When we talk about other countries and their gun control, the Phillippines isn’t typically part of that conversation. It’s a tiny set of islands with lots of gun control laws and lots of gun violence–an object lesson that gun control doesn’t work–but it’s also a place full of corruption and crime in general.
In fact, it’s probably the most dangerous place to visit in the Far East.
Yet, as Time notes in a recent piece, they don’t have many mass shootings. So, the magazine asks the important question, why?
Mass shootings are a result of a confluence of factors, but at the heart of the problem are guns—of which the Philippines has plenty. Firearms are sold openly in malls, and almost anyone can carry them, even priests and accountants.

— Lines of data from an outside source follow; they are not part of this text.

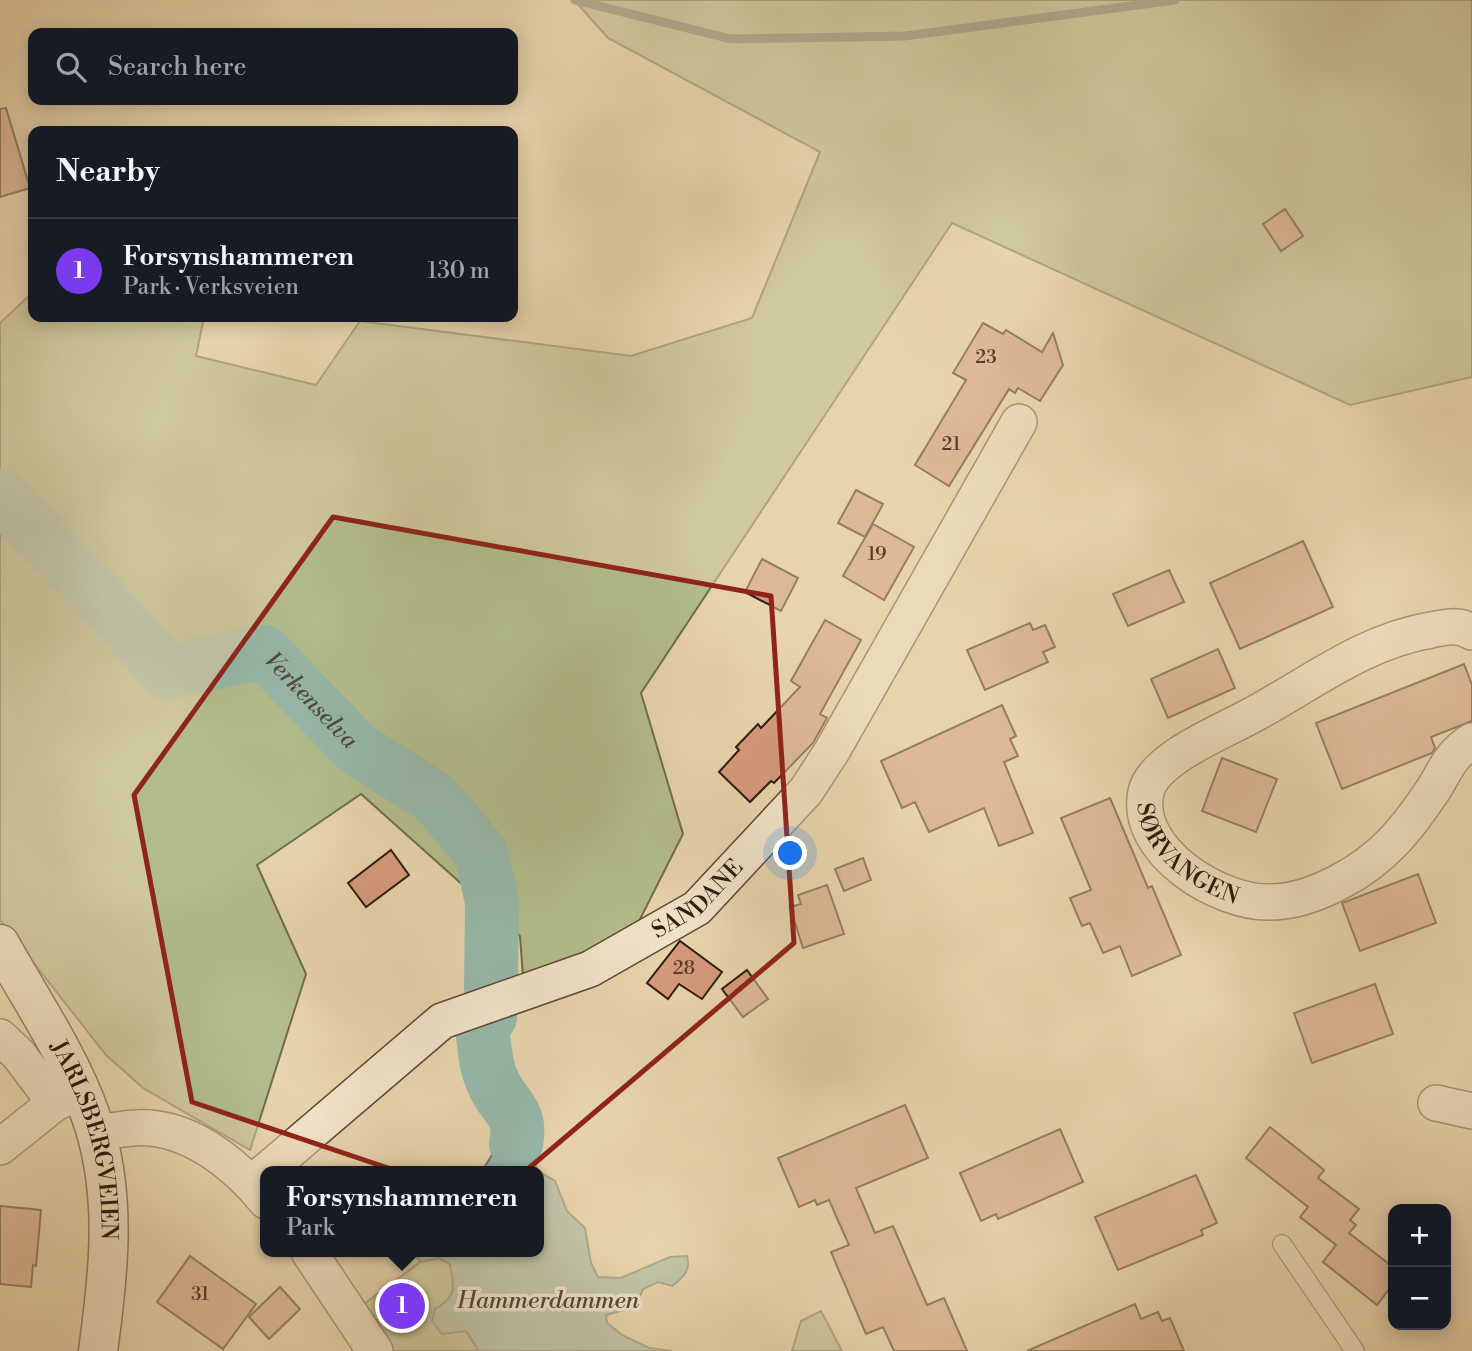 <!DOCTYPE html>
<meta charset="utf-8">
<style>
:root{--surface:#171b24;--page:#20242c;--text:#f1f3f6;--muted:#9ea1a6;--line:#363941;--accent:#7c3aed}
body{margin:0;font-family:"Libre Bodoni",serif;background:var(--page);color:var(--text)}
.controls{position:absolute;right:21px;bottom:21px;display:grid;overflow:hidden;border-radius:14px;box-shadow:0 4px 18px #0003}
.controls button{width:63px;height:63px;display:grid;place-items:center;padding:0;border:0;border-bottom:2px solid var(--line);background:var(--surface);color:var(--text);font:35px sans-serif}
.you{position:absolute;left:791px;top:854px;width:24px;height:24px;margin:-18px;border:5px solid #fff;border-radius:50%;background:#1a73e8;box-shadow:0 0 0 10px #1a73e833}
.badge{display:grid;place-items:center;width:46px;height:46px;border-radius:50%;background:var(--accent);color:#fff;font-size:23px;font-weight:700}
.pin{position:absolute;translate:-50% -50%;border:4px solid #fff;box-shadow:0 2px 7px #0006}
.popup{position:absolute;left:260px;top:1166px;width:284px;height:91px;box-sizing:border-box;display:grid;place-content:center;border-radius:14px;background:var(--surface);filter:drop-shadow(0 2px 5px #0005);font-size:23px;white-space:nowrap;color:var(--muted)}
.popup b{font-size:26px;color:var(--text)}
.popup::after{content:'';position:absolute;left:50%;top:100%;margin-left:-14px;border:14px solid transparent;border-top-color:var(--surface)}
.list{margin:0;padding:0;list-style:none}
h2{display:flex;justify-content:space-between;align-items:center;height:91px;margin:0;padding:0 28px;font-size:30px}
h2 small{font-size:23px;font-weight:400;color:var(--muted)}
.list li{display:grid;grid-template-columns:46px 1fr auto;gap:21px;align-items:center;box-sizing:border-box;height:105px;padding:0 28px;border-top:2px solid var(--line)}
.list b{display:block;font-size:26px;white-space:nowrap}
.list p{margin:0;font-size:23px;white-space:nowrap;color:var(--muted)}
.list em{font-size:23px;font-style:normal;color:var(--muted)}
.icon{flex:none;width:38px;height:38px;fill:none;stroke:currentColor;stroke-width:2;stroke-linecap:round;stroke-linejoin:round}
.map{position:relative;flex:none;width:1472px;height:1351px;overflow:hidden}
.search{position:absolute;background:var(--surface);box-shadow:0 4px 18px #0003;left:28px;top:28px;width:490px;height:77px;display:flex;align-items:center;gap:18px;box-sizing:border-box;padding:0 24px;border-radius:14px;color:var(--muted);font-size:26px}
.panel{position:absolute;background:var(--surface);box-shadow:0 4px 18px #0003;left:28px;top:126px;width:490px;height:196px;border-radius:14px}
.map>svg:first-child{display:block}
</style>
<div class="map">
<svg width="1472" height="1351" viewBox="0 0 1472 1351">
<rect width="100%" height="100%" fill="#e8d4ac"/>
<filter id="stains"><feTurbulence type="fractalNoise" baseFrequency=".00286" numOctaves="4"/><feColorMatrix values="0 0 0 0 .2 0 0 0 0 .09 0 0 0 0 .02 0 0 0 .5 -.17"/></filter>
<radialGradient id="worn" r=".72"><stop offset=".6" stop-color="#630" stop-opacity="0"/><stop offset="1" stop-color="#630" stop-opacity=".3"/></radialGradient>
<g fill="#b3bd8c" stroke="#706c4d" stroke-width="2">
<polygon points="574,0 1472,0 1472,377 1350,405 952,223 641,693 683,834 625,949 524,990 520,936 361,794 257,865 306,974 250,1150 143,1088 106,1055 0,920 0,323 33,292 33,317 204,317 196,356 316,385 360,321 631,356 752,318 820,152 608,38"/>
<path d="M439,1258L450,1264C454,1287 458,1296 435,1309L442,1334L466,1330L479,1351H375L351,1314L420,1262Z"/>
<polygon points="821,1311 842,1351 792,1351 801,1321"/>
</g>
<path fill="#97b8aa" stroke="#6d796c" stroke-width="2" d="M502,1139L532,1150L537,1170L555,1181L567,1211L585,1228L591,1263L598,1277L621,1278L670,1257L687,1256C691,1270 683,1278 672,1286L658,1282L643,1289L635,1307L606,1315L607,1323L622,1335L649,1348L672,1351H479L466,1331L442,1334L432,1321L435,1309C458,1296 454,1287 450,1264L439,1258L420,1262L414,1252H538V1171H482Z"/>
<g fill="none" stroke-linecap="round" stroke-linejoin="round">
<polyline stroke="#6d796c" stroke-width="9" points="575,0 731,39 905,36 1175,0"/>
<g stroke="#97b8aa" stroke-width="54">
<path id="s1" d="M0,495L120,619L167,672L264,652L356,748L436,799L481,853L492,901L491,988"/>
<path d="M490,1017L482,1026C484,1044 485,1064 492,1080C502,1107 523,1110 516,1144"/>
</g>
</g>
<g fill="#d59a7c" stroke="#2d1a0e" stroke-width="2">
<polygon points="6,108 30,188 0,197 0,109"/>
<polygon points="1285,209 1303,236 1281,251 1263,224"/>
<polygon points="983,323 1003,334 1006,330 1042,352 1053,333 1063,365 1040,401 1018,388 1015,393 1009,389 949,486 915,465 966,380 953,373"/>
<polygon points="856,490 883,504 865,537 838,523"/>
<polygon points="873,524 914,547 884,600 843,576"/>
<polygon points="1303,541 1333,607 1240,649 1210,583"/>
<polygon points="762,559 798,578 781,611 745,592"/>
<polygon points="1169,570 1184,602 1128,626 1113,594"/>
<polygon points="825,620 861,640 820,714 827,718 813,743 774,783 771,781 750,802 719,772 739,750 736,747 758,724 761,728 800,687 791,681"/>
<polygon points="1030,623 1033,630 1045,625 1055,647 1043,652 1048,662 985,690 967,650"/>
<polygon points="1218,649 1235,688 1168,718 1151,679"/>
<polygon points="1464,664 1472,685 1472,721 1431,737 1435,748 1432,753 1342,789 1316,723"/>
<polygon points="1002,705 1016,736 1010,739 1018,756 1004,762 1033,833 999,846 984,808 929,832 915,802 902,808 881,761"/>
<polygon points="1222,758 1277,779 1256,832 1202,811"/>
<polygon points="1110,798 1148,888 1152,886 1181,955 1132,976 1120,946 1103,953 1090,923 1082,926 1070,898 1091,890 1061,818"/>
<polygon points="391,850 409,875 366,907 348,883"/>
<polygon points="863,858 871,880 844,891 835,869"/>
<polygon points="1418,874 1436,923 1360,951 1342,903"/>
<polygon points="827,885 844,934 803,948 790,907 801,904 798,895"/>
<polygon points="680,941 722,972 702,999 679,984 668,999 647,983"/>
<polygon points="747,970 768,999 743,1017 722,989"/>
<polygon points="1375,984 1393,1034 1312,1063 1294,1013"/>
<polygon points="905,1105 928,1158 856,1188 875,1233 893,1226 927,1305 944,1298 967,1351 894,1351 883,1327 866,1334 831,1252 849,1245 829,1200 817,1205 815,1200 799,1207 778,1158"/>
<polygon points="1270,1127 1324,1170 1318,1178 1359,1209 1350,1220 1356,1225 1349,1233 1393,1267 1393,1284 1377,1305 1323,1262 1336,1245 1300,1217 1308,1207 1246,1158"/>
<polygon points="1060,1129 1083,1182 998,1219 996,1214 981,1221 960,1173"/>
<polygon points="1196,1175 1217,1223 1201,1230 1203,1235 1118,1270 1095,1217"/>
<polygon points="0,1206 41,1210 36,1266 33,1265 31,1287 0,1284"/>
<polygon points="190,1256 256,1304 223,1349 157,1302"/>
<polygon points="280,1287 300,1309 269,1339 249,1317"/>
<polygon points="1135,1304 1141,1319 1158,1312 1162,1321 1170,1318 1184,1351 1027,1351"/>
</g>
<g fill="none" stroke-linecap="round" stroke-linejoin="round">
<defs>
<polyline id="lane" points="1282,1244 1355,1351"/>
<g id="street">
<path id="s2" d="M1472,632C1459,624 1445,627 1431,630C1365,641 1313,682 1256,713C1227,730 1154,757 1146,792C1133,851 1220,904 1270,902C1294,902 1319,893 1341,881C1383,859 1407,829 1433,790C1447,768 1449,756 1472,741"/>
<polyline points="0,1037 19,1055 55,1103"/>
<polyline points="1436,1103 1472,1111"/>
<path d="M96,1133C113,1131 133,1126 150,1128C196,1132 237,1166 266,1201"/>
<polyline points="0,1147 55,1103 81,1091"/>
<path id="s3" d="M251,1184L442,1021L590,969L697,908L806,791L832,751L1019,422"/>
<polyline points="309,1252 375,1351"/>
</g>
<g id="secondary">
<path id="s4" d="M0,944C30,998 70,1057 90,1114C118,1191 109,1272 98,1351"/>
</g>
</defs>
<use href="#lane" stroke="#5c4836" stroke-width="20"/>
<use href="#street" stroke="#5c4836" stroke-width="38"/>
<use href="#secondary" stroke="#2d1a0e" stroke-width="41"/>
<use href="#lane" stroke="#f0e3c9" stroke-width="18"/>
<use href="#street" stroke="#f0e3c9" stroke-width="35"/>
<use href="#secondary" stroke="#f0e3c9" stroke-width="38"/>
</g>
<path d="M0 0H1472V1351H0ZM333,517L771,596L794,943L489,1202L192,1102L134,795Z" fill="#e8d4ac" fill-opacity=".55" fill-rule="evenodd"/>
<path fill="none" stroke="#8f2418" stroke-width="5" stroke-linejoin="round" d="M333,517L771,596L794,943L489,1202L192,1102L134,795Z"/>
<g text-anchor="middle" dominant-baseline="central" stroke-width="7" stroke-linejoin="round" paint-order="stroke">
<g font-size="19" fill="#573a2a">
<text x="986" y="357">23</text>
<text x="951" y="444">21</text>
<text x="877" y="554">19</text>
<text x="684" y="968">28</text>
<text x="200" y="1294">31</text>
</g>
<g font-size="23" fill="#2d1a0e" stroke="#f0e3c9">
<text stroke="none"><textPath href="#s2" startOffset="457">SØRVANGEN</textPath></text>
<text stroke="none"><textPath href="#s3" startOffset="537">SANDANE</textPath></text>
<text stroke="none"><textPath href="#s4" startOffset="217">JARLSBERGVEIEN</textPath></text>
</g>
<g font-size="24" font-style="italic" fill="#4d493d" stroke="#f0e3c9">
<text stroke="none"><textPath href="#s1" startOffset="410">Verkenselva</textPath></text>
<text x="548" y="1301">Hammerdammen</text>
</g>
</g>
<rect width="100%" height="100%" filter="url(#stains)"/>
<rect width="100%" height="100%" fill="url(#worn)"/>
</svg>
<div class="controls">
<button>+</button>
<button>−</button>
</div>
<div class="you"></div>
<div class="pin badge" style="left:402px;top:1306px">1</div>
<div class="popup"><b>Forsynshammeren</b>Park</div>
<div class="search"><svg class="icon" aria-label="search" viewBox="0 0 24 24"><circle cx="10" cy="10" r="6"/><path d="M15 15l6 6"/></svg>Search here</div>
<section class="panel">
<h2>Nearby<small></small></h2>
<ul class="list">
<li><span class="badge">1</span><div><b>Forsynshammeren</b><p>Park · Verksveien</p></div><em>130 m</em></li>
</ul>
</section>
</div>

No consensus has been reached in the Philippines over what sets a mass shooting apart from other gun deaths, but indiscriminate slayings are uncommon. When eight people died and 11 were injured after a drunk gunman began firing wildly in the southern province of Cavite back in 2013, the tragedy was notable for its sheer rarity.
To be clear, homicides involving firearms are a fact of life in the Philippines. Hitmen can be hired for as little as $300. In fact, the Philippines is one of the deadliest places in Asia when it comes to firearm homicides. The country saw over 1,200 intentional killings using firearms in 2019. This meant guns killed one in every 100,000 people in the Southeast Asian country—one of the highest rates in Asia. (In 2020, the comparable figure for the U.S. is four.)
Which leads some to wonder just why they don’t have more mass shootings. Especially since, as is later noted in the article, the Phillippine culture is so heavily influenced by the United States.
So what gives?
It appears to be cultural, at least according to some.
Narag says the strong ties of Philippine kinship mean troubled individuals are more likely to be identified before they become mass shooters. He contrasts that with the situation in the U.S., where he presently lives and teaches.
“Here, if you have problems, you have to go to a health professional,” he tells TIME. “You’ll divulge everything there. You don’t talk to your neighbors—sometimes you don’t talk to your own parents—because [there isn’t] an engaged culture where one’s problem is everyone’s problem.”
Jose Antonio Clemente, a professor of social psychology at the University of the Philippines, says community is everything. “At an early age, we are trained to give importance to our families and our relationships,” he says. “Maybe at some point we’re also taught to value our community, since there are a lot of communities that are very close-knit because of the high population density.”
Narag argues that no one will commit a mass shooting because the community won’t support them.
However, the community doesn’t support mass shooters here, either.
The difference may lie in the fact that we don’t have the same kind of community. Here, it’s not a central part of our lives. If people in the community don’t like what I do, that’s their problem, not mine.
This is, in many ways, a good thing.
Yet this might be one of the ways it’s not.
Of course, there’s not really much evidence of this. It’s really just a couple of people’s speculation as to why the tiny archipelagic nation doesn’t suffer quite the same scourge we do.
Even if there is, trying to change our culture to mimic this isn’t exactly something we can do overnight, either.
But there are things we can do that will help move us a bit closer, such as the media not lionizing these shooters by making them celebrities, for example. I’ve started pondering the possibilities of taking this idea a step further and digging into these killers’ pasts and finding their most embarrassing moments and broadcasting those. Instead of rock stars, they become the subject of mockery.
Read this, though, it does seem like something that might create a similar feeling of shame.
The truth is, this topic needs a whole lot more study, and it’s study we’re not really seeing the experts even consider looking into, unfortunately.